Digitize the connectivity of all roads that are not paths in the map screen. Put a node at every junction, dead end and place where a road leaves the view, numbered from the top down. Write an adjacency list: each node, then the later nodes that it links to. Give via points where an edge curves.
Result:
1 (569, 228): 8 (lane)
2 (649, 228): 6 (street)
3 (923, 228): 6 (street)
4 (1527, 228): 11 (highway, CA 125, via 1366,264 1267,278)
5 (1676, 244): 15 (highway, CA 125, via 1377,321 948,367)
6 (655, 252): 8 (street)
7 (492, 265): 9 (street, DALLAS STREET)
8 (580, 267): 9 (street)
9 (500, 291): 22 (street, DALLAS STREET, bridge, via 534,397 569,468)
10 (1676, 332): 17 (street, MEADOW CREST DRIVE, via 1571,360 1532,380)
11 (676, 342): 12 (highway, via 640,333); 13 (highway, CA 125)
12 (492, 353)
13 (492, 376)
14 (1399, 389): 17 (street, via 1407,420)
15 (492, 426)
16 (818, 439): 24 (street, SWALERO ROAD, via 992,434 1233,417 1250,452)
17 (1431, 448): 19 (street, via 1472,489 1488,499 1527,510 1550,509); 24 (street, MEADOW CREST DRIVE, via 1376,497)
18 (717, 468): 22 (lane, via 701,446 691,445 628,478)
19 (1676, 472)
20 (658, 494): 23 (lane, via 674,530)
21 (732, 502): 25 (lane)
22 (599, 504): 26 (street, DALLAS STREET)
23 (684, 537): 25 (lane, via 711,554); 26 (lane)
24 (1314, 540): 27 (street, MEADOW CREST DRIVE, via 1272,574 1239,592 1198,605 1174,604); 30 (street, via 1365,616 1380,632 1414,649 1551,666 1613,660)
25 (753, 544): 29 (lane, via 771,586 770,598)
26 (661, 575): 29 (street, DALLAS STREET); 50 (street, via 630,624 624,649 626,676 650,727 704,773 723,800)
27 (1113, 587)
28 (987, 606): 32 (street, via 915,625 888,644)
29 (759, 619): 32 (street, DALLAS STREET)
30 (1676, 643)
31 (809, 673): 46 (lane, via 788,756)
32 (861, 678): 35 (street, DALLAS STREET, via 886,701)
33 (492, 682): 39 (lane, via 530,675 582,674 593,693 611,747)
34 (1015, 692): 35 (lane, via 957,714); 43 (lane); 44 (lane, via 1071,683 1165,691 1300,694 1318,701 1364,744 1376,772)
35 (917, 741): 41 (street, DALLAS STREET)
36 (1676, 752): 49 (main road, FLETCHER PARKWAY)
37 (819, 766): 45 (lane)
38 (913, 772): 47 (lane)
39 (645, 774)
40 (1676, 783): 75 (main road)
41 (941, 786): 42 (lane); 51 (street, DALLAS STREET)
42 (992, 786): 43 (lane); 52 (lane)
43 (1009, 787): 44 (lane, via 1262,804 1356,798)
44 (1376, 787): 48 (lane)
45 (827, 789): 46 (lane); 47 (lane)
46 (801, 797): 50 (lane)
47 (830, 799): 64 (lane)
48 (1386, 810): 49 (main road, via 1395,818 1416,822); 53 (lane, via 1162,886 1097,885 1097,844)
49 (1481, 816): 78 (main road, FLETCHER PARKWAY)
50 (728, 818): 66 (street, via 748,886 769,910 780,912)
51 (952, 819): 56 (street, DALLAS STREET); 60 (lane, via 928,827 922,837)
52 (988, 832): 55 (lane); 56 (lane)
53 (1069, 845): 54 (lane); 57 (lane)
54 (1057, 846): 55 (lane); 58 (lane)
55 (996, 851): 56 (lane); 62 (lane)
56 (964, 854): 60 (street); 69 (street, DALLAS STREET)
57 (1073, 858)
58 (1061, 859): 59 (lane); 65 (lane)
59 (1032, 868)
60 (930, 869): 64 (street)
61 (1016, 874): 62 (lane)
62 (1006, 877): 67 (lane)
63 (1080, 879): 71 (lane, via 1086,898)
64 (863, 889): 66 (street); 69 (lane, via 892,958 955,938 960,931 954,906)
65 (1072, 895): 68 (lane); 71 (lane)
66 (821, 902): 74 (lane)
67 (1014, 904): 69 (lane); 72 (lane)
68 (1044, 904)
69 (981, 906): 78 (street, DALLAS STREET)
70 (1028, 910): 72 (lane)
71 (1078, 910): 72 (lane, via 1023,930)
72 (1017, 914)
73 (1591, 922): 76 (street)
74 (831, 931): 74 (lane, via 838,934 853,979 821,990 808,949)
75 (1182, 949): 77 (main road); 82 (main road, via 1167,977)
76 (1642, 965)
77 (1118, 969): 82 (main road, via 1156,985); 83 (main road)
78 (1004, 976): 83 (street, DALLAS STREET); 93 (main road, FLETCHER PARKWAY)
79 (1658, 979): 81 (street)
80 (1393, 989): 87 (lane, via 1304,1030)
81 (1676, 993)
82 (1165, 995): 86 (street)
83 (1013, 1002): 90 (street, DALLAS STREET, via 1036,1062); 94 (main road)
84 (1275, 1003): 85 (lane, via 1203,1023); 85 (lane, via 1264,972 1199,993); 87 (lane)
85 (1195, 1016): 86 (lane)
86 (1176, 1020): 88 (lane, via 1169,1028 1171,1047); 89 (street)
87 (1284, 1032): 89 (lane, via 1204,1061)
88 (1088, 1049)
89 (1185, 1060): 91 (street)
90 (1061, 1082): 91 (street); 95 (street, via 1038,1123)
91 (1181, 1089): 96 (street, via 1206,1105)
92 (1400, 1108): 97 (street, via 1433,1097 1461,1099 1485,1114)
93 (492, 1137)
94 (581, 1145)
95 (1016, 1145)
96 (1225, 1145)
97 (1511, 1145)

[Aim of the task]
Your answer should consist of all lines above that include the string "MEADOW".

[Response]
10 (1676, 332): 17 (street, MEADOW CREST DRIVE, via 1571,360 1532,380)
17 (1431, 448): 19 (street, via 1472,489 1488,499 1527,510 1550,509); 24 (street, MEADOW CREST DRIVE, via 1376,497)
24 (1314, 540): 27 (street, MEADOW CREST DRIVE, via 1272,574 1239,592 1198,605 1174,604); 30 (street, via 1365,616 1380,632 1414,649 1551,666 1613,660)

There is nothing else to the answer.